China's 'plus-size' boy band makes impact

Chinese group Produce Pandas are hoping to break down boy band stereotypes in the music industry.
Chinese group Produce Pandas are hoping to break down boy band stereotypes in the music industry.

Gathered in a practice room, five generously proportioned young men in baggy black sweaters are patting their bellies and waggling their arms.

Bearded with double chins, they shout "Hoo-Ha!" in time to upbeat African drums.

The choreography is for the new song Good Belly by Produce Pandas, whose members proudly call themselves "the first plus-sized boy band in China".

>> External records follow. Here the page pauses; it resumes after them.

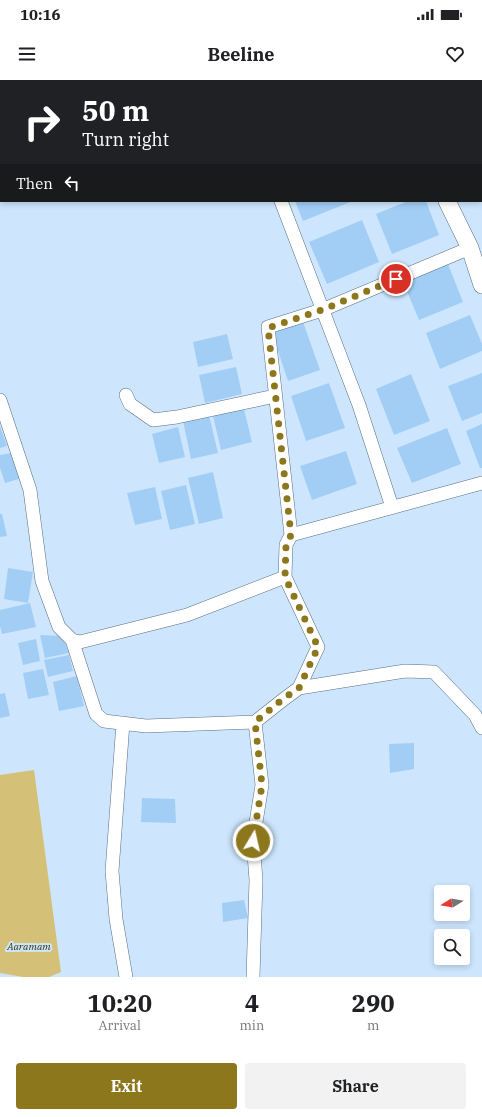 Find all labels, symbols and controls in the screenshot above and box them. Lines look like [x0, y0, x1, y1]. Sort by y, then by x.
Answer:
text: 10:16 [20, 5, 61, 24]
icon: menu [16, 43, 38, 65]
text: Beeline [207, 43, 275, 66]
icon: heart [444, 43, 466, 65]
text: 50 m [82, 92, 149, 129]
icon: right [16, 96, 68, 148]
text: Turn right [82, 128, 169, 151]
icon: left [61, 172, 83, 194]
text: Then [16, 174, 53, 193]
pin [379, 262, 413, 296]
icon: arrive [385, 268, 407, 290]
position arrow [232, 820, 274, 862]
north arrow [434, 885, 470, 921]
map controls [434, 885, 470, 965]
button: search [434, 929, 470, 965]
park label: Aaramam [6, 940, 51, 953]
text: 10:20 [87, 987, 152, 1019]
text: 4 [245, 987, 259, 1019]
text: 290 [352, 987, 395, 1019]
text: Arrival [99, 1017, 141, 1034]
text: min [239, 1017, 264, 1034]
text: m [367, 1017, 379, 1034]
button: Exit [16, 1063, 237, 1109]
button: Share [245, 1063, 466, 1109] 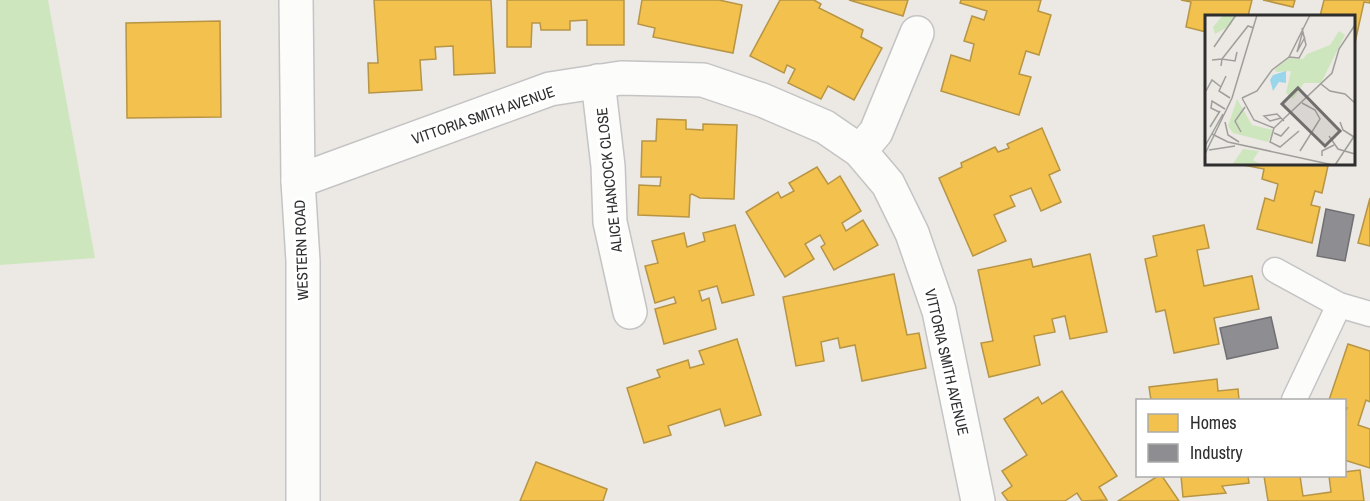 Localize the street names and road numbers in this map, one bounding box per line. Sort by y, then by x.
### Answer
street label: VITTORIA SMITH AVENUE [409,81,557,149]
street label: ALICE HANCOCK CLOSE [591,107,627,254]
street label: WESTERN ROAD [289,199,313,301]
street label: VITTORIA SMITH AVENUE [920,287,974,437] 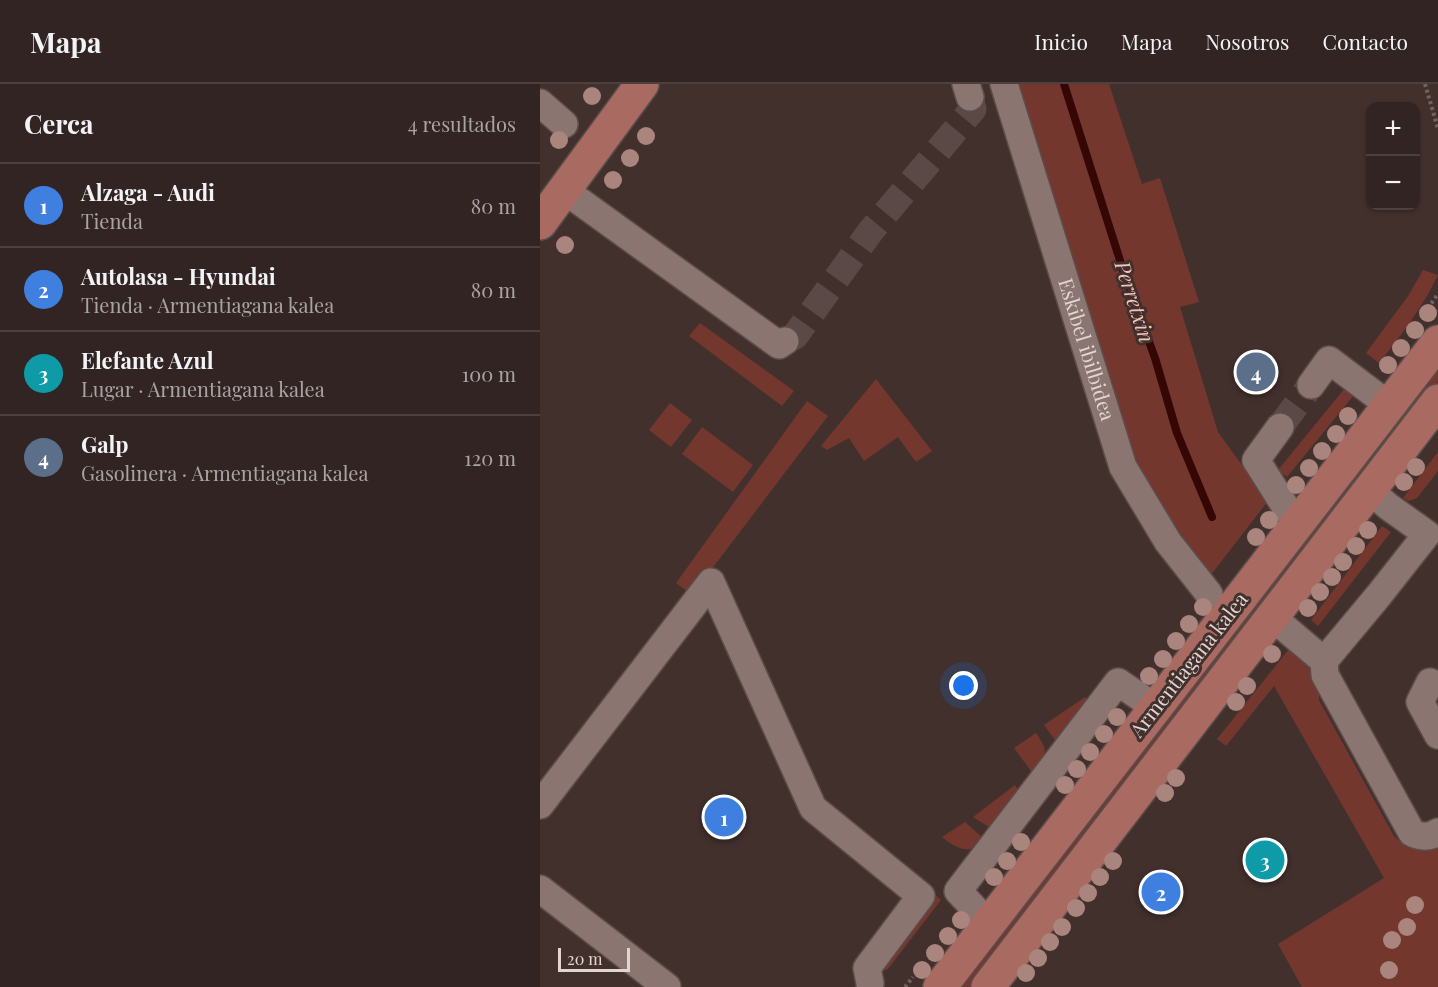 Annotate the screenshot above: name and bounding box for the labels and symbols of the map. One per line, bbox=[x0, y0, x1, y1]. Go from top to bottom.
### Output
water label: Perretxin bbox=[1109, 256, 1162, 346]
street label: Eskibel ibilbidea bbox=[1053, 274, 1123, 424]
pin: 4 bbox=[1236, 350, 1276, 394]
street label: Armentiagana kalea bbox=[1122, 586, 1253, 743]
your location bbox=[949, 671, 978, 700]
pin: 1 bbox=[704, 794, 744, 840]
pin: 3 bbox=[1246, 838, 1284, 882]
pin: 2 bbox=[1142, 870, 1180, 914]
scale bar bbox=[558, 945, 630, 972]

DING, Cass, Husky, Otter and Mr 17 weigh an average of 100kg, a radical departure from the industry standard seen in South Korean super groups such as BTS, whose lanky young members are sometimes referred to in China as "little fresh meat".

Yet, it seems to be working for Produce Pandas, who rose to fame after making it about halfway through an idol talent competition hosted by iQiyi, one of the largest video platforms in China.

"The five of us may not have the standard look and shape of a boy band but we hope to use the term "plus-sized band" to break the aesthetic stereotypes," Cass said.

The five, two of whom formerly sang in bars, are also unusual for their relatively advanced ages in an industry that worships youth and stamina. Most of their fellow contestants began South Korean-style training while in their teens.

Mr 17, the band's main dancer, was the oldest contestant in the competition at age 31. Husky, who worked in IT, thought he would fit in perfectly because he has been chubby since primary school and has failed repeatedly to lose weight.

"I often work out one day then take a rest for the next three days, so the result is clear that I gained some weight instead," he said.

Vocalist Otter never thought he could be in a band that lives and performs together, and more importantly, inspires ordinary people.

"I hope people will feel encouraged when watching our performance," he said. "They can think, 'if Produce Pandas can make a breakthrough and perform on a bigger stage, then why can't I?'"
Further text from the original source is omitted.